No dia 14 de fevereiro, às 3h, veio notícia de que havia um órgão compatível no interior paulista. A família contratou uma empresa de táxi aéreo para buscar o órgão.
“O doutor Bruno perguntou de novo: ‘chegou a hora, o pulmão apareceu. Vamos?’. Ele respondeu: ‘Agora! Tô pronto’.” O doador do pulmão foi um jovem de 34 anos.
Para a mulher de Costa, Ana, 57, a notícia do transplante foi redentora. “Foi quando eu tive a certeza da resposta de todas as nossas orações. Senti a presença de Deus. Nossa gratidão eterna ao doador e seus familiares.”
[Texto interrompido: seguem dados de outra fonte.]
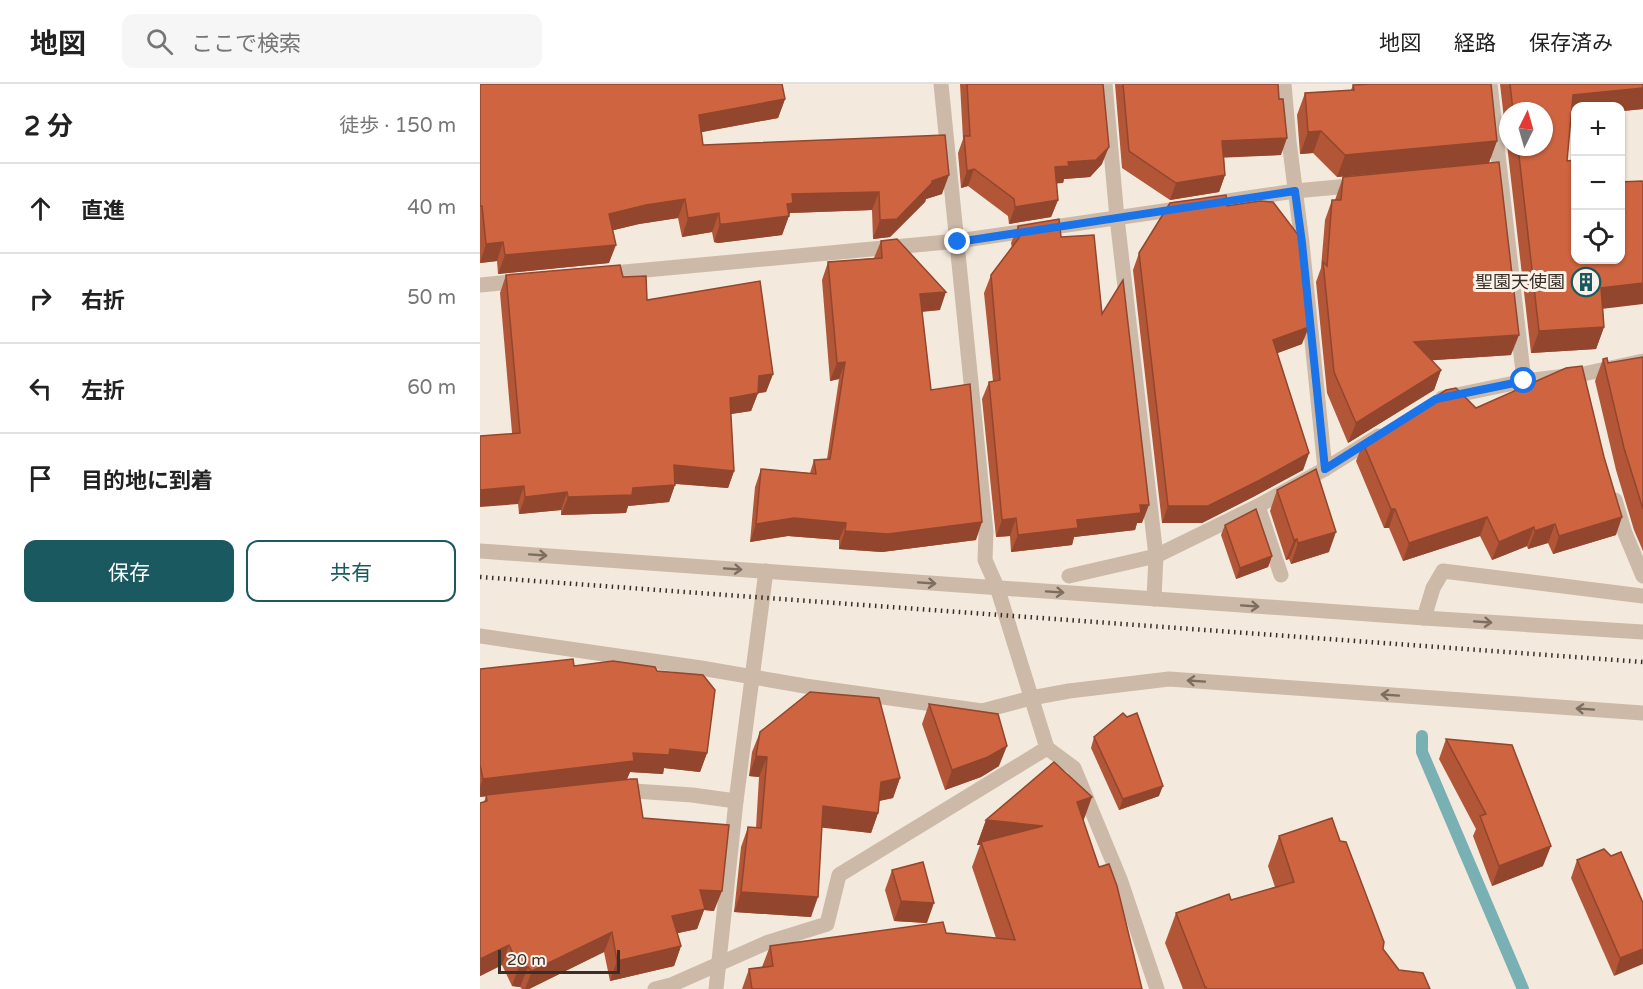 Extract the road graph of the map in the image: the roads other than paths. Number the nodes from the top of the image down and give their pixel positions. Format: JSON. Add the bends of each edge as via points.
{"nodes":[{"id":1,"x":941,"y":84,"type":"edge"},
{"id":2,"x":1105,"y":84,"type":"edge"},
{"id":3,"x":1284,"y":84,"type":"edge"},
{"id":4,"x":1490,"y":84,"type":"edge"},
{"id":5,"x":1375,"y":184,"type":"edge"},
{"id":6,"x":1295,"y":191,"type":"junction"},
{"id":7,"x":1117,"y":218,"type":"junction"},
{"id":8,"x":958,"y":242,"type":"junction"},
{"id":9,"x":586,"y":275,"type":"edge"},
{"id":10,"x":539,"y":279,"type":"edge"},
{"id":11,"x":480,"y":285,"type":"edge"},
{"id":12,"x":1643,"y":360,"type":"edge"},
{"id":13,"x":1524,"y":381,"type":"junction"},
{"id":14,"x":1426,"y":406,"type":"edge"},
{"id":15,"x":1395,"y":425,"type":"edge"},
{"id":16,"x":1325,"y":469,"type":"junction"},
{"id":17,"x":1610,"y":483,"type":"edge"},
{"id":18,"x":1258,"y":506,"type":"junction"},
{"id":19,"x":480,"y":551,"type":"edge"},
{"id":20,"x":1156,"y":556,"type":"junction"},
{"id":21,"x":766,"y":571,"type":"junction"},
{"id":22,"x":1281,"y":575,"type":"dead end"},
{"id":23,"x":1069,"y":576,"type":"dead end"},
{"id":24,"x":1643,"y":576,"type":"edge"},
{"id":25,"x":997,"y":588,"type":"junction"},
{"id":26,"x":1643,"y":596,"type":"edge"},
{"id":27,"x":1154,"y":599,"type":"junction"},
{"id":28,"x":1425,"y":618,"type":"junction"},
{"id":29,"x":1643,"y":632,"type":"edge"},
{"id":30,"x":480,"y":636,"type":"edge"},
{"id":31,"x":752,"y":677,"type":"junction"},
{"id":32,"x":1030,"y":698,"type":"junction"},
{"id":33,"x":1643,"y":713,"type":"edge"},
{"id":34,"x":1047,"y":748,"type":"junction"},
{"id":35,"x":603,"y":792,"type":"edge"},
{"id":36,"x":736,"y":801,"type":"junction"},
{"id":37,"x":718,"y":963,"type":"junction"},
{"id":38,"x":655,"y":989,"type":"edge"},
{"id":39,"x":716,"y":989,"type":"edge"},
{"id":40,"x":1157,"y":989,"type":"edge"}],
"edges":[{"from":1,"to":8,"type":"street"},
{"from":2,"to":7,"type":"street"},
{"from":3,"to":6,"type":"street"},
{"from":4,"to":13,"type":"street","via":[[1494,172]]},
{"from":5,"to":6,"type":"street"},
{"from":6,"to":7,"type":"street"},
{"from":6,"to":16,"type":"street"},
{"from":7,"to":8,"type":"street"},
{"from":7,"to":20,"type":"street"},
{"from":8,"to":9,"type":"street"},
{"from":8,"to":25,"type":"street","via":[[986,532],[985,560]]},
{"from":10,"to":11,"type":"street"},
{"from":12,"to":13,"type":"street","via":[[1584,379]]},
{"from":13,"to":14,"type":"street","via":[[1436,399]]},
{"from":15,"to":16,"type":"street"},
{"from":16,"to":18,"type":"street"},
{"from":17,"to":24,"type":"street"},
{"from":18,"to":20,"type":"street"},
{"from":18,"to":22,"type":"street"},
{"from":19,"to":21,"type":"street","one_way":true},
{"from":20,"to":23,"type":"street"},
{"from":20,"to":27,"type":"street"},
{"from":21,"to":25,"type":"street","one_way":true},
{"from":21,"to":31,"type":"street"},
{"from":25,"to":27,"type":"street","one_way":true},
{"from":25,"to":32,"type":"street"},
{"from":26,"to":28,"type":"street","via":[[1443,571],[1433,588]]},
{"from":27,"to":28,"type":"street","one_way":true},
{"from":28,"to":29,"type":"street","one_way":true},
{"from":30,"to":31,"type":"street"},
{"from":31,"to":32,"type":"street","via":[[982,711]]},
{"from":31,"to":36,"type":"street"},
{"from":33,"to":32,"type":"street","one_way":true,"via":[[1169,679]]},
{"from":32,"to":34,"type":"street"},
{"from":34,"to":37,"type":"street","via":[[838,875],[828,924]]},
{"from":34,"to":40,"type":"street","via":[[1074,768],[1120,879]]},
{"from":35,"to":36,"type":"street","via":[[624,789]]},
{"from":36,"to":37,"type":"street"},
{"from":37,"to":38,"type":"street"},
{"from":37,"to":39,"type":"street"}]}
Nascido em Taquarana e crescido em Arapiraca, no interior de Alagoas, Costa se formou em engenharia agronômica e passou a trabalhar numa usina, mas, depois de um acidente, ele e a mulher decidiram abrir um supermercado. Abriu a distribuidora de alimentos Asa Branca e se tornou um dos grandes empresários do ramo em Alagoas.
“Essa música, ‘Asa Branca’ [de Luiz Gonzaga], é a preferida do meu pai. A gente botava para ele ouvir na UTI, ainda sedado.”
Costa não quis dar entrevista, mas concordou em gravar um depoimento para a Folha. Ele diz que, assim que tiver alta, quer voltar a andar na orla de Maceió. “Quero caminhar na Ponta Verde, Pajuçara, Jatiúca, que é o que eu adoro na vida. E quero voltar a fazer o Caminho de Santiago ainda este ano.”
Para ele, as caminhadas são formas de autoconhecimento. “Dá uma paz interna, eu converso comigo mesmo.” Questionado sobre o qual o melhor momento nos sete meses de internação, não titubeou: “Será a minha alta”.